--- GIVEN RECORDS Enclosed Below ---

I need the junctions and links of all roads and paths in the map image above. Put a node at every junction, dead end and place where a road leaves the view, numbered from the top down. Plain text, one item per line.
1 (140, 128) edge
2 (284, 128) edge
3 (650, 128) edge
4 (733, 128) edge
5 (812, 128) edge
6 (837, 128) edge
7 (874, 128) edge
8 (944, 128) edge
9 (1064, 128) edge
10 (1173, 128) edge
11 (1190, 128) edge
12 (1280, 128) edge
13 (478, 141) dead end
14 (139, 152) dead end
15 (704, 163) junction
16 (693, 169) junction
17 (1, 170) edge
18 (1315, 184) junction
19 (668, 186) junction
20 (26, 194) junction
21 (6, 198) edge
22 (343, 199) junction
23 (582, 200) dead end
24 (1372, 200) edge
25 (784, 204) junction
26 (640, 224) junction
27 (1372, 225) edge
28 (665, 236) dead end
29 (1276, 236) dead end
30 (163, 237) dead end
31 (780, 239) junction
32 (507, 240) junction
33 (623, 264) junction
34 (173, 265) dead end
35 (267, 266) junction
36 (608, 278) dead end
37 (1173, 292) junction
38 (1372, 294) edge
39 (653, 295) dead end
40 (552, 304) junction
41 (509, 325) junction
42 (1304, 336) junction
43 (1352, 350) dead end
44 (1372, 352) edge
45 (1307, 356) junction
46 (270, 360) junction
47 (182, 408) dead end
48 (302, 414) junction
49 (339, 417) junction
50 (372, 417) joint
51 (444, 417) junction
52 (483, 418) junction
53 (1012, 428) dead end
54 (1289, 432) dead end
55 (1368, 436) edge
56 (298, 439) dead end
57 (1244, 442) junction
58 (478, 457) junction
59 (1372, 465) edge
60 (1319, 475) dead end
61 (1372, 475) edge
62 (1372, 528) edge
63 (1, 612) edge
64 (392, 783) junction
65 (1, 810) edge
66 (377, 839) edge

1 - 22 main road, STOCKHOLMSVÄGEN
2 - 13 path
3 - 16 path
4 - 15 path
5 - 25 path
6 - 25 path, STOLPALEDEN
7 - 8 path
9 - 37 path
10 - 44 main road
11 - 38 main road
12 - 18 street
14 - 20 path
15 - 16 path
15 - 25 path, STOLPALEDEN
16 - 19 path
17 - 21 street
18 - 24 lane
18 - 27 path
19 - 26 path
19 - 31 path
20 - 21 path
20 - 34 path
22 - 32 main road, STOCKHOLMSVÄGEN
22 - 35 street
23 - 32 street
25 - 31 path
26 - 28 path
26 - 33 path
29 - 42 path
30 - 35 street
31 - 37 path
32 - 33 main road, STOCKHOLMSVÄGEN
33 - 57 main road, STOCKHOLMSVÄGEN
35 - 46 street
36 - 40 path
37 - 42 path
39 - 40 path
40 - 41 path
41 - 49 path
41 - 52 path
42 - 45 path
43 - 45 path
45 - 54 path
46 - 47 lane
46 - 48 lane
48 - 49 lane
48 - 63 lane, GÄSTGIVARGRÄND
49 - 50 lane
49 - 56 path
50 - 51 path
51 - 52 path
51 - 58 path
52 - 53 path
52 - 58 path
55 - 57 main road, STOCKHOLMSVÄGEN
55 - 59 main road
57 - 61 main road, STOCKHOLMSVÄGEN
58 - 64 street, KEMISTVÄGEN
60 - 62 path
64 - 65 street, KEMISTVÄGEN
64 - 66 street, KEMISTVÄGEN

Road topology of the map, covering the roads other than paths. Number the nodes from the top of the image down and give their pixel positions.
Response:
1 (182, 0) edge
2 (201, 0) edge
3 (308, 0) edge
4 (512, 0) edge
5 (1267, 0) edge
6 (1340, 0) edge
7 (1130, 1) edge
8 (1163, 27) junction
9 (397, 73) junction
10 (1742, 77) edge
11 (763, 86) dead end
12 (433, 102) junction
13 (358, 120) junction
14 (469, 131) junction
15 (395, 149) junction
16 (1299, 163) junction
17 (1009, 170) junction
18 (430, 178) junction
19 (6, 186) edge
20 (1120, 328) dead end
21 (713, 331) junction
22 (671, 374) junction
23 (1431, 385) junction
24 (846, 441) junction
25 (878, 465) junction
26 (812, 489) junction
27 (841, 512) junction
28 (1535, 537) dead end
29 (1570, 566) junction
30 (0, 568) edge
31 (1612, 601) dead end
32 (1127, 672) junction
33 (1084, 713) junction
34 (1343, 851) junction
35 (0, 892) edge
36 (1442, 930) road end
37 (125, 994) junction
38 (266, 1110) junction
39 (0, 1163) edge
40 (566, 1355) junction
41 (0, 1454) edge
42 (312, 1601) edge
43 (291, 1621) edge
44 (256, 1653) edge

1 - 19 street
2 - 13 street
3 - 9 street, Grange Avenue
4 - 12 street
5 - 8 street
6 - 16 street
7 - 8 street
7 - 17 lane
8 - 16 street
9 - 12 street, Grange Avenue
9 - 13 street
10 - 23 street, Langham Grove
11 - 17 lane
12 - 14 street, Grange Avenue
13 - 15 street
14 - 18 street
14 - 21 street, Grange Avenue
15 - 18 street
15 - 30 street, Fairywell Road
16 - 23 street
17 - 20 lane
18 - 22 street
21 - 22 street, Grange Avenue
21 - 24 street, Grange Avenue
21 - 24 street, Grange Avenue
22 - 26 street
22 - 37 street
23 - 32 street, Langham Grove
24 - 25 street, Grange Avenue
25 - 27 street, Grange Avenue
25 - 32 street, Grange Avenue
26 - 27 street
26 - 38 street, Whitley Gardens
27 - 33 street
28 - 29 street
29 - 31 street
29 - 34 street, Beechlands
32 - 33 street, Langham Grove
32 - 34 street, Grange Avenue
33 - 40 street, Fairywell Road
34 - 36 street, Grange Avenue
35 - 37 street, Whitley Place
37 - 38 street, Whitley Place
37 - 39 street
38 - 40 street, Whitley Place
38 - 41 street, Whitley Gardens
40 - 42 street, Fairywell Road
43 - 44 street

--- End of Enclosed GIVEN RECORDS ---

* _PROBLEM DETAILS_
Each record must be duplicated exactly, with none missing.

* _TASK OUTPUT_
I need the junctions and links of all roads and paths in the map image above. Put a node at every junction, dead end and place where a road leaves the view, numbered from the top down. Plain text, one item per line.
1 (140, 128) edge
2 (284, 128) edge
3 (650, 128) edge
4 (733, 128) edge
5 (812, 128) edge
6 (837, 128) edge
7 (874, 128) edge
8 (944, 128) edge
9 (1064, 128) edge
10 (1173, 128) edge
11 (1190, 128) edge
12 (1280, 128) edge
13 (478, 141) dead end
14 (139, 152) dead end
15 (704, 163) junction
16 (693, 169) junction
17 (1, 170) edge
18 (1315, 184) junction
19 (668, 186) junction
20 (26, 194) junction
21 (6, 198) edge
22 (343, 199) junction
23 (582, 200) dead end
24 (1372, 200) edge
25 (784, 204) junction
26 (640, 224) junction
27 (1372, 225) edge
28 (665, 236) dead end
29 (1276, 236) dead end
30 (163, 237) dead end
31 (780, 239) junction
32 (507, 240) junction
33 (623, 264) junction
34 (173, 265) dead end
35 (267, 266) junction
36 (608, 278) dead end
37 (1173, 292) junction
38 (1372, 294) edge
39 (653, 295) dead end
40 (552, 304) junction
41 (509, 325) junction
42 (1304, 336) junction
43 (1352, 350) dead end
44 (1372, 352) edge
45 (1307, 356) junction
46 (270, 360) junction
47 (182, 408) dead end
48 (302, 414) junction
49 (339, 417) junction
50 (372, 417) joint
51 (444, 417) junction
52 (483, 418) junction
53 (1012, 428) dead end
54 (1289, 432) dead end
55 (1368, 436) edge
56 (298, 439) dead end
57 (1244, 442) junction
58 (478, 457) junction
59 (1372, 465) edge
60 (1319, 475) dead end
61 (1372, 475) edge
62 (1372, 528) edge
63 (1, 612) edge
64 (392, 783) junction
65 (1, 810) edge
66 (377, 839) edge

1 - 22 main road, STOCKHOLMSVÄGEN
2 - 13 path
3 - 16 path
4 - 15 path
5 - 25 path
6 - 25 path, STOLPALEDEN
7 - 8 path
9 - 37 path
10 - 44 main road
11 - 38 main road
12 - 18 street
14 - 20 path
15 - 16 path
15 - 25 path, STOLPALEDEN
16 - 19 path
17 - 21 street
18 - 24 lane
18 - 27 path
19 - 26 path
19 - 31 path
20 - 21 path
20 - 34 path
22 - 32 main road, STOCKHOLMSVÄGEN
22 - 35 street
23 - 32 street
25 - 31 path
26 - 28 path
26 - 33 path
29 - 42 path
30 - 35 street
31 - 37 path
32 - 33 main road, STOCKHOLMSVÄGEN
33 - 57 main road, STOCKHOLMSVÄGEN
35 - 46 street
36 - 40 path
37 - 42 path
39 - 40 path
40 - 41 path
41 - 49 path
41 - 52 path
42 - 45 path
43 - 45 path
45 - 54 path
46 - 47 lane
46 - 48 lane
48 - 49 lane
48 - 63 lane, GÄSTGIVARGRÄND
49 - 50 lane
49 - 56 path
50 - 51 path
51 - 52 path
51 - 58 path
52 - 53 path
52 - 58 path
55 - 57 main road, STOCKHOLMSVÄGEN
55 - 59 main road
57 - 61 main road, STOCKHOLMSVÄGEN
58 - 64 street, KEMISTVÄGEN
60 - 62 path
64 - 65 street, KEMISTVÄGEN
64 - 66 street, KEMISTVÄGEN

Road topology of the map, covering the roads other than paths. Number the nodes from the top of the image down and give their pixel positions.
Response:
1 (182, 0) edge
2 (201, 0) edge
3 (308, 0) edge
4 (512, 0) edge
5 (1267, 0) edge
6 (1340, 0) edge
7 (1130, 1) edge
8 (1163, 27) junction
9 (397, 73) junction
10 (1742, 77) edge
11 (763, 86) dead end
12 (433, 102) junction
13 (358, 120) junction
14 (469, 131) junction
15 (395, 149) junction
16 (1299, 163) junction
17 (1009, 170) junction
18 (430, 178) junction
19 (6, 186) edge
20 (1120, 328) dead end
21 (713, 331) junction
22 (671, 374) junction
23 (1431, 385) junction
24 (846, 441) junction
25 (878, 465) junction
26 (812, 489) junction
27 (841, 512) junction
28 (1535, 537) dead end
29 (1570, 566) junction
30 (0, 568) edge
31 (1612, 601) dead end
32 (1127, 672) junction
33 (1084, 713) junction
34 (1343, 851) junction
35 (0, 892) edge
36 (1442, 930) road end
37 (125, 994) junction
38 (266, 1110) junction
39 (0, 1163) edge
40 (566, 1355) junction
41 (0, 1454) edge
42 (312, 1601) edge
43 (291, 1621) edge
44 (256, 1653) edge

1 - 19 street
2 - 13 street
3 - 9 street, Grange Avenue
4 - 12 street
5 - 8 street
6 - 16 street
7 - 8 street
7 - 17 lane
8 - 16 street
9 - 12 street, Grange Avenue
9 - 13 street
10 - 23 street, Langham Grove
11 - 17 lane
12 - 14 street, Grange Avenue
13 - 15 street
14 - 18 street
14 - 21 street, Grange Avenue
15 - 18 street
15 - 30 street, Fairywell Road
16 - 23 street
17 - 20 lane
18 - 22 street
21 - 22 street, Grange Avenue
21 - 24 street, Grange Avenue
21 - 24 street, Grange Avenue
22 - 26 street
22 - 37 street
23 - 32 street, Langham Grove
24 - 25 street, Grange Avenue
25 - 27 street, Grange Avenue
25 - 32 street, Grange Avenue
26 - 27 street
26 - 38 street, Whitley Gardens
27 - 33 street
28 - 29 street
29 - 31 street
29 - 34 street, Beechlands
32 - 33 street, Langham Grove
32 - 34 street, Grange Avenue
33 - 40 street, Fairywell Road
34 - 36 street, Grange Avenue
35 - 37 street, Whitley Place
37 - 38 street, Whitley Place
37 - 39 street
38 - 40 street, Whitley Place
38 - 41 street, Whitley Gardens
40 - 42 street, Fairywell Road
43 - 44 street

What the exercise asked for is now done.